#### [Assignment]
Output every entry exactly as written, but omit the pictures.

#### [Exercise inputs]
********
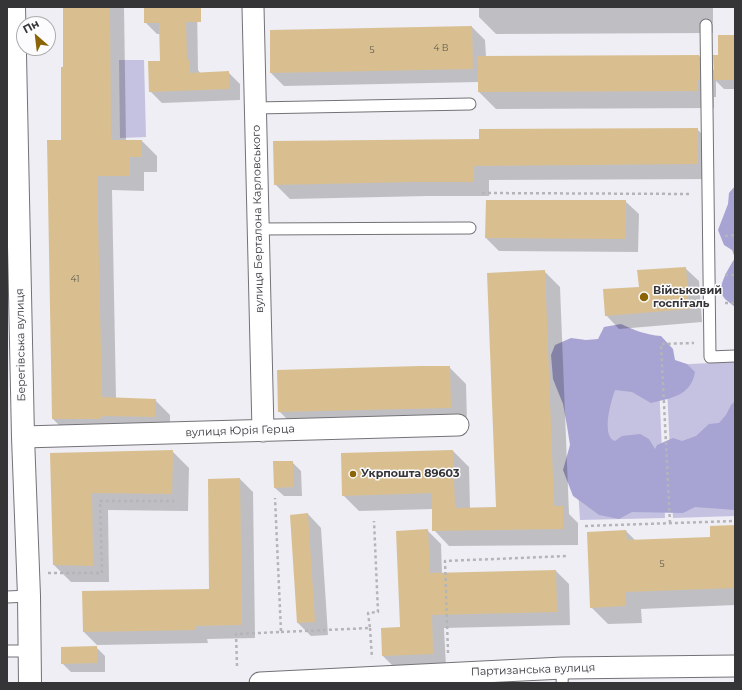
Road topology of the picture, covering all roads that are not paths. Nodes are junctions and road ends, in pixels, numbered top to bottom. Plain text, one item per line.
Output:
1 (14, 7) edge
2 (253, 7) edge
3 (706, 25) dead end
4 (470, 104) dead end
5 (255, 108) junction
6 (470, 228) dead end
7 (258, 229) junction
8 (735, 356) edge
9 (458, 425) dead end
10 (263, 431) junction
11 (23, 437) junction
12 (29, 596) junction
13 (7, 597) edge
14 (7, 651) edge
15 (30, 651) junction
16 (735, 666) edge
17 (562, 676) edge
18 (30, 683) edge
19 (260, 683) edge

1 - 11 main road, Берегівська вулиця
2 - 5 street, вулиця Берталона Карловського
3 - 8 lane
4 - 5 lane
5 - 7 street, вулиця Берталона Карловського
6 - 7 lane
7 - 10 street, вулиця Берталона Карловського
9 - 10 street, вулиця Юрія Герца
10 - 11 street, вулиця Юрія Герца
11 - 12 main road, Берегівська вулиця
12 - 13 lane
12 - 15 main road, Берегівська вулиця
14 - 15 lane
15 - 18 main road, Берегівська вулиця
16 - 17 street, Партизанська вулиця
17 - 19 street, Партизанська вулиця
********
#### [Answer to this task]
Road topology of the picture, covering all roads that are not paths. Nodes are junctions and road ends, in pixels, numbered top to bottom. Plain text, one item per line.
Output:
1 (14, 7) edge
2 (253, 7) edge
3 (706, 25) dead end
4 (470, 104) dead end
5 (255, 108) junction
6 (470, 228) dead end
7 (258, 229) junction
8 (735, 356) edge
9 (458, 425) dead end
10 (263, 431) junction
11 (23, 437) junction
12 (29, 596) junction
13 (7, 597) edge
14 (7, 651) edge
15 (30, 651) junction
16 (735, 666) edge
17 (562, 676) edge
18 (30, 683) edge
19 (260, 683) edge

1 - 11 main road, Берегівська вулиця
2 - 5 street, вулиця Берталона Карловського
3 - 8 lane
4 - 5 lane
5 - 7 street, вулиця Берталона Карловського
6 - 7 lane
7 - 10 street, вулиця Берталона Карловського
9 - 10 street, вулиця Юрія Герца
10 - 11 street, вулиця Юрія Герца
11 - 12 main road, Берегівська вулиця
12 - 13 lane
12 - 15 main road, Берегівська вулиця
14 - 15 lane
15 - 18 main road, Берегівська вулиця
16 - 17 street, Партизанська вулиця
17 - 19 street, Партизанська вулиця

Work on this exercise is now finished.